Debo reconocer que nunca me creí los personajes interpretados por Penélope Cruz en sus otras películas, pero en ésta brilla gracias a la dirección de Almodóvar. Carmen Maura, en su rol de fantasma (o no), ofrece un personaje de la talla que se espera de ella. Sin embargo, la que captó mi atención fue Agustina, quizá porque el autor la atosiga de pesar, una mujer que se va agotando en un pueblo que pareciera no ofrecer más futuro que los quehaceres domésticos y la visita dominical al cementerio. Sola, bondadosa, vive esperando la develación de una historia familiar que hasta ahora ha permanecido, literalmente, en un silencio sepulcral.

Raimunda y Agustina son contemporáneas, han compartido una niñez en el mismo barrio y en el momento en que las encontramos vemos en paralelo dos ¿vidas? muy distintas. Mientras Raimunda, su hermana y su hija viven en Madrid, Agustina se ha quedado en ese rincón de la Mancha. Su aspecto casi ascético contrasta con la voluptuosidad de Raimunda.

Claramente, Volver es una película almodovariana, por sus colores, por su música, por los personajes, por los temas y por la esencia de los sentimientos que convoca.
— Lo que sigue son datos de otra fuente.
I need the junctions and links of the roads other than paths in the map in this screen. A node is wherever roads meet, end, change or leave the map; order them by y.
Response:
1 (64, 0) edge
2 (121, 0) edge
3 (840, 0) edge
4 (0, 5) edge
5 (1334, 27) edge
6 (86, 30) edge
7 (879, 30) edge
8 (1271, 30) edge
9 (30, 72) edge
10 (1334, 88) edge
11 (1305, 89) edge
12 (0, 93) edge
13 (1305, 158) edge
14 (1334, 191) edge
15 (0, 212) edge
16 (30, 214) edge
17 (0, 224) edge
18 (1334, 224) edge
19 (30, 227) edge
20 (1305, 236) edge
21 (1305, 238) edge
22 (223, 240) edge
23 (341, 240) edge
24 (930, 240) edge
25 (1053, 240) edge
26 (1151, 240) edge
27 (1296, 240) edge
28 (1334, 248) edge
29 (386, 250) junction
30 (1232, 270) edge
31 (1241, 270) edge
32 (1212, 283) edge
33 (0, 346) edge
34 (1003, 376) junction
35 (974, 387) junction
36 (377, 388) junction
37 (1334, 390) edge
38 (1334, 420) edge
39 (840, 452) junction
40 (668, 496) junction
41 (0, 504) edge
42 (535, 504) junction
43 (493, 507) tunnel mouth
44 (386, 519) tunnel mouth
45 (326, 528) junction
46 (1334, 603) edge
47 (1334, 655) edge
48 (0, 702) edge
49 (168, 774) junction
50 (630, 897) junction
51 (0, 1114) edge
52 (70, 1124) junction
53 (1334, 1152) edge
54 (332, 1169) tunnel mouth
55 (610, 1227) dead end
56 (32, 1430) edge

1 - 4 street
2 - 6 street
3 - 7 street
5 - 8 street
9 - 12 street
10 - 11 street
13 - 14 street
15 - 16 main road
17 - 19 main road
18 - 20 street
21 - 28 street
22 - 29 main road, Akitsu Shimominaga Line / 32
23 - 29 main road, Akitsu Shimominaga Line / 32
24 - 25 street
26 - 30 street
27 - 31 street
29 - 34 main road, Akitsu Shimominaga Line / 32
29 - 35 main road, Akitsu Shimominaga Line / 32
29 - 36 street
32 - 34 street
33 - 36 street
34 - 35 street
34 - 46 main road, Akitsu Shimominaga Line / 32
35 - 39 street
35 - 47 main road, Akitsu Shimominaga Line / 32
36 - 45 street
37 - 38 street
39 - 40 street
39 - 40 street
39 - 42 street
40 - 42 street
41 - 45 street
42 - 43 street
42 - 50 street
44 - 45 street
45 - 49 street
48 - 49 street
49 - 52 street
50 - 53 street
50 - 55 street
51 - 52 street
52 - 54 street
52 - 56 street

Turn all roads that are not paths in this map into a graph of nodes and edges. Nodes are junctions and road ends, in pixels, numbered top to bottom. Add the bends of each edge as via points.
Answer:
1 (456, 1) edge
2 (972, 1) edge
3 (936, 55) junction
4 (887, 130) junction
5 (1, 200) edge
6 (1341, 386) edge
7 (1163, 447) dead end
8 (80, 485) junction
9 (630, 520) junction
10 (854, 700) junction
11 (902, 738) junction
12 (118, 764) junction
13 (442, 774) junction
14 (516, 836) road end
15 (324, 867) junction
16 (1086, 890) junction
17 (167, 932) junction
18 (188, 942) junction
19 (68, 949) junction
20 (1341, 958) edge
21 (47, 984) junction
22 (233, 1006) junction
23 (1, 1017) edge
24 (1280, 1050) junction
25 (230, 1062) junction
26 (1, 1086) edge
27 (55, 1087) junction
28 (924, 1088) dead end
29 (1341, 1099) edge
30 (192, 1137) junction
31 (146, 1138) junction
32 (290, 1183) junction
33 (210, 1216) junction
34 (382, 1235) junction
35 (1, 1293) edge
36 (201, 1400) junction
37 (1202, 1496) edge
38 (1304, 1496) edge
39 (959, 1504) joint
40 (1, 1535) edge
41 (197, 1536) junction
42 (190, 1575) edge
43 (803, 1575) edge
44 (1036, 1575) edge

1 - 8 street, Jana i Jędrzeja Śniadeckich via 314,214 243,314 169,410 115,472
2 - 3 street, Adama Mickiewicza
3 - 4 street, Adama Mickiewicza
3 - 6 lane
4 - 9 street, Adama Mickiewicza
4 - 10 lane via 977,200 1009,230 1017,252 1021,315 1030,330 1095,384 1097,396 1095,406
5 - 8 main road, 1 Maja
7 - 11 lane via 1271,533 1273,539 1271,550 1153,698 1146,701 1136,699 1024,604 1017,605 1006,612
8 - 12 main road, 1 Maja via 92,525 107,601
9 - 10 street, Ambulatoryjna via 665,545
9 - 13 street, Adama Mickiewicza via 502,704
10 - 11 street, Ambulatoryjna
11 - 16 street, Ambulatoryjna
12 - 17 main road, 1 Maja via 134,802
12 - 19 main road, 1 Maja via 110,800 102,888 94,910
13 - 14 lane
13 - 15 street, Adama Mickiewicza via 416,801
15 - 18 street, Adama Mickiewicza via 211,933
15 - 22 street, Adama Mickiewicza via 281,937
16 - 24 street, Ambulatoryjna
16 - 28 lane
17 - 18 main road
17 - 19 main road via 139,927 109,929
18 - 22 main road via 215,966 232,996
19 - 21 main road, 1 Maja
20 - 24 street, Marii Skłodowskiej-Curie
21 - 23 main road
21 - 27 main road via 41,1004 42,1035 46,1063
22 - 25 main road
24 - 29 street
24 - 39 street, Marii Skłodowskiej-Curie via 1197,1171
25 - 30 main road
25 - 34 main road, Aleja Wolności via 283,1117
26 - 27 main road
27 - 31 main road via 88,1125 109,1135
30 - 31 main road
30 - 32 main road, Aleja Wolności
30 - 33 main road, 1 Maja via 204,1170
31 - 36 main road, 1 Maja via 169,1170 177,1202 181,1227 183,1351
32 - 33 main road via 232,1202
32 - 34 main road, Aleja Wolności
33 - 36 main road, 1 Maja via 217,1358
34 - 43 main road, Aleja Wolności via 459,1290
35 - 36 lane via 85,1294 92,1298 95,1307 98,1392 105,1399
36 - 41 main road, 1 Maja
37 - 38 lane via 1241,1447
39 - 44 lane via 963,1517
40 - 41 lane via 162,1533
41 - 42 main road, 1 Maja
Es que Volver es un retorno a la infancia, a la familia, al barrio, al dolor, al amor. También lo es por el desborde, principal característica del director manchego. No le alcanza contar una situación extrema… ¡necesita dos!, no le basta con endilgarle el traje pesado de la soledad a uno de sus personajes, ¡le pone encima el innecesario de una enfermedad terminal!

La vida y la muerte son temas recurrentes en Volver. La vida en la figura de Raimunda, en los colores de sus ambientes, en la profundidad de su mirada, en la decisión de sus actos... La muerte en la figura del fantasma, en el cuerpo enfermo de una mujer, en el pueblo que se detuvo en el tiempo... A alguien le escuché decir que la vida no se escribe en borrador, pero Volver propone una nueva oportunidad para corregir, para decir, para plantarse ante la muerte y desafiarla, para que no sea la muerte la que nos calle. Es que mientras estamos vivos podemos expresarle al otro los sentimientos que nos inspira. Volver no es sólo regresar al sitio que nos vio nacer, sino que es el retorno a la inocencia para, desde allí, recomponer los borrones que dejamos en lo que llevamos de vida.